The Highlands speak in hush tones of the One.
No chronicle agrees on whether the One was a god, a man mistaken for one, or simply the first to unite scattered tribes into something resembling a people. The matriarchal clans who now rule the Highlands do not openly revere this figure. Yet the older women still lower their voices when the subject arises.
The Empire itself prefers to begin its story later.
It begins with the Codifier.
Centuries ago, a figure now carefully absent from imperial textbooks established the laws that would bind much of Samaryn together. Records from the early Codified Era suggest he consolidated the Southern Peninsula, the Western Drylands, and the Eastern Marches under a common legal framework. Trade routes were formalized. Military garrisons were established. The administrative capital of this new order became Valen Cor.
Why the Codifier later disappeared from official memory is unclear. The laws remain. His name does not.
Beyond Valen Cor lies a continent of uneasy cohesion.
The Highlands remain divided into ancient clans. Their society is matriarchal and fiercely independent. Alliances shift with seasons, marriages, and vendettas. Imperial authority reaches their valleys unevenly. No decree from the capital travels the mountain paths without resistance.
Southward lies the peninsula, where warm harbors feed the sea trade that enriches Valen Cor. Ships from distant coasts unload spices, metals, and unfamiliar tongues. The southern ports are the Empire’s lungs. Without them, Samaryn would suffocate economically.

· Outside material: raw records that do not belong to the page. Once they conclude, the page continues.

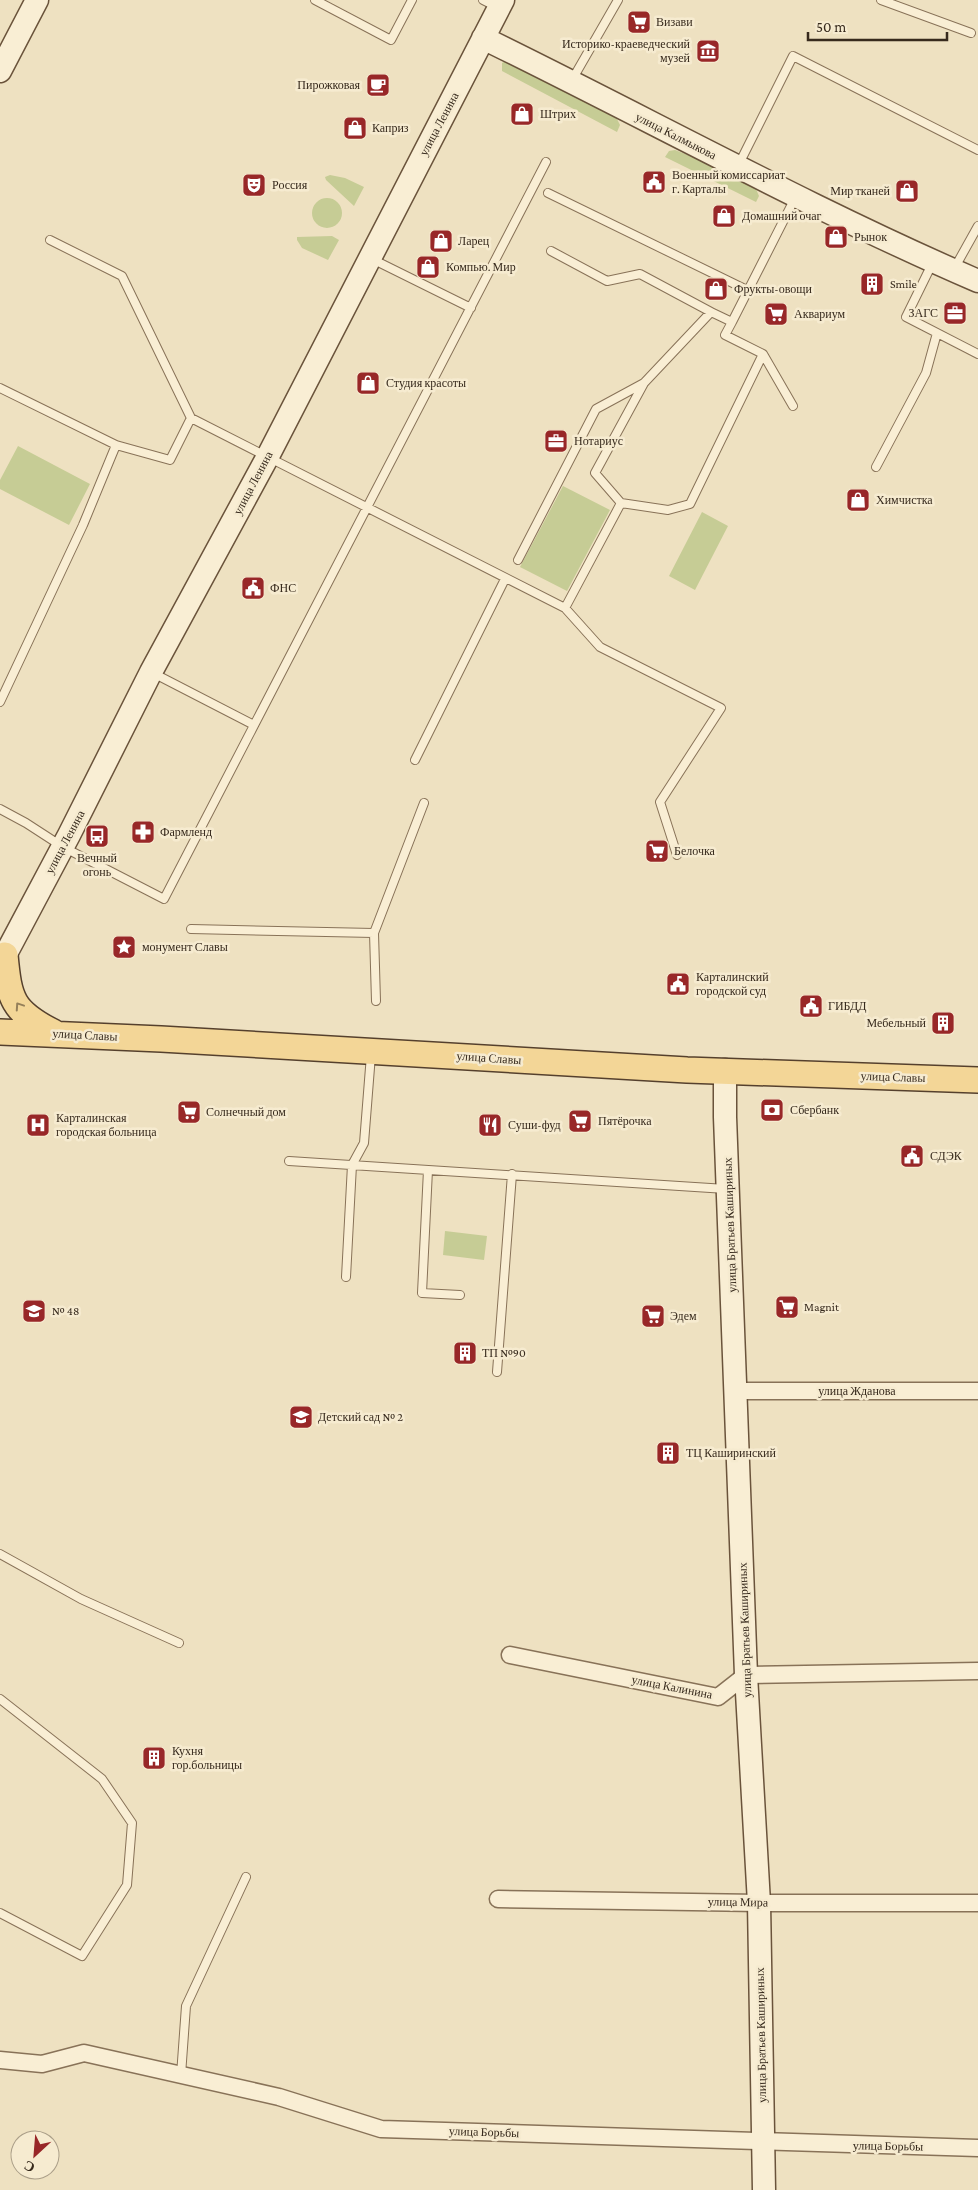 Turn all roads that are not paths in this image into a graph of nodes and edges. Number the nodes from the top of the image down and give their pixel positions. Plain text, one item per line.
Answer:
1 (36, 0) edge
2 (315, 0) edge
3 (412, 0) edge
4 (618, 0) edge
5 (881, 0) edge
6 (495, 3) edge
7 (971, 33) dead end
8 (483, 38) junction
9 (0, 71) edge
10 (571, 81) junction
11 (978, 150) edge
12 (546, 162) dead end
13 (737, 168) junction
14 (548, 193) dead end
15 (796, 196) junction
16 (978, 226) edge
17 (50, 240) dead end
18 (551, 251) dead end
19 (370, 258) junction
20 (943, 266) junction
21 (978, 281) edge
22 (747, 290) junction
23 (471, 308) junction
24 (711, 312) junction
25 (732, 322) junction
26 (937, 333) junction
27 (763, 354) junction
28 (978, 354) edge
29 (644, 383) junction
30 (0, 388) edge
31 (794, 406) dead end
32 (191, 418) junction
33 (116, 445) junction
34 (267, 458) junction
35 (876, 467) dead end
36 (621, 503) junction
37 (368, 507) junction
38 (518, 560) dead end
39 (505, 579) junction
40 (565, 608) junction
41 (151, 672) junction
42 (0, 702) edge
43 (254, 725) junction
44 (415, 760) dead end
45 (424, 804) dead end
46 (0, 809) edge
47 (63, 847) junction
48 (677, 855) dead end
49 (191, 929) dead end
50 (374, 933) junction
51 (3, 960) edge
52 (376, 1001) dead end
53 (0, 1032) edge
54 (58, 1034) junction
55 (371, 1050) junction
56 (725, 1070) junction
57 (978, 1080) edge
58 (289, 1161) dead end
59 (352, 1165) junction
60 (428, 1170) junction
61 (512, 1174) junction
62 (729, 1189) junction
63 (346, 1277) dead end
64 (460, 1295) dead end
65 (497, 1372) dead end
66 (736, 1390) junction
67 (978, 1391) edge
68 (0, 1554) edge
69 (179, 1643) dead end
70 (510, 1655) dead end
71 (978, 1671) edge
72 (746, 1675) junction
73 (0, 1699) edge
74 (246, 1877) dead end
75 (498, 1899) dead end
76 (758, 1903) junction
77 (978, 1903) edge
78 (0, 1913) edge
79 (0, 2060) edge
80 (181, 2075) junction
81 (763, 2142) junction
82 (978, 2148) edge
83 (764, 2190) edge

1 - 9 street
2 - 3 lane
4 - 10 lane
5 - 7 lane
6 - 8 street, улица Ленина
8 - 10 street, улица Калмыкова
8 - 19 street, улица Ленина
10 - 13 street, улица Калмыкова
11 - 13 lane
12 - 23 lane
13 - 15 street, улица Калмыкова
14 - 22 lane
15 - 20 street, улица Калмыкова
15 - 22 lane
16 - 20 lane
17 - 32 lane
18 - 24 lane
19 - 23 lane
19 - 34 street, улица Ленина
20 - 21 street, улица Калмыкова
20 - 26 lane
22 - 25 lane
23 - 37 lane
24 - 25 lane
24 - 29 lane
25 - 27 lane
26 - 28 lane
26 - 35 lane
27 - 31 lane
27 - 36 lane
29 - 36 lane
29 - 38 lane
30 - 33 lane
32 - 33 lane
32 - 34 lane
33 - 42 lane
34 - 37 lane
34 - 41 street, улица Ленина
36 - 40 lane
37 - 39 lane
37 - 43 lane
39 - 40 lane
39 - 44 lane
40 - 48 lane
41 - 43 lane
41 - 47 street, улица Ленина
43 - 47 lane
45 - 50 lane
46 - 47 lane
47 - 51 street, улица Ленина
49 - 50 lane
50 - 52 lane
54 -> 51 main road
53 - 54 main road, улица Славы
54 - 55 main road, улица Славы
55 - 56 main road, улица Славы
55 - 59 lane
56 - 57 main road, улица Славы
56 - 62 street, улица Братьев Кашириных
58 - 59 lane
59 - 60 lane
59 - 63 lane
60 - 61 lane
60 - 64 lane
61 - 62 lane
61 - 65 lane
62 - 66 street, улица Братьев Кашириных
66 - 67 street, улица Жданова
66 - 72 street, улица Братьев Кашириных
68 - 69 lane
70 - 72 street, улица Калинина
71 - 72 street
72 - 76 street, улица Братьев Кашириных
73 - 78 lane
74 - 80 lane
75 - 76 street, улица Мира
76 - 77 street, улица Мира
76 - 81 street, улица Братьев Кашириных
79 - 80 street, улица Борьбы
80 - 81 street, улица Борьбы
81 - 82 street, улица Борьбы
81 - 83 street, улица Братьев Кашириных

To the west stretch the Drylands.
The people there still recount the sighting of a comet generations ago. The event shaped their faiths, their markets, and even their migrations. Entire towns measure prosperity by cycles tied to that ancient streak of fire in the sky.
The River Marches in the east tell a different story. Dense forests make the region difficult to govern. Imperial patrols move slowly along the waterways. Refugees and insurgents often arrive from beyond the frontier. Authority exists there, but rarely without negotiation.
And then there is the Mistfold Basin.
Few places in Samaryn promise more wealth. Iron veins lace its southern rim. Trade caravans converge along its approaches. Engineers from Valen Cor already speak of roads and tunnels that may one day turn the basin into the economic engine of the empire for centuries to come.
Samaryn itself is older than any empire that claims it.
Humans have crossed these lands for millennia. Traders from distant coasts, refugees from forgotten wars, clans from colder northern regions, and caravans from lands we barely understand have all left their mark. The tongues spoken in Samaryn carry echoes of those migrations.
Only in the Codified Era has the Empire attempted something more ambitious.
Uniform law.
Standard trade.
Military order.
Economic integration.
A single system imposed upon a land that has never been singular.
Beyond Samaryn’s borders lie powers we have yet to confront. Empires are rumored west of the Drylands. Others are said to exist beyond the Eastern Marches. North of the Mistfold Basin, travellers speak of a land so distant it has become myth.
One day the Empire may turn its attention outward.
But the wiser officials in Valen Cor understand a simpler truth.
Samaryn itself is not yet fully understood, much less fully governed.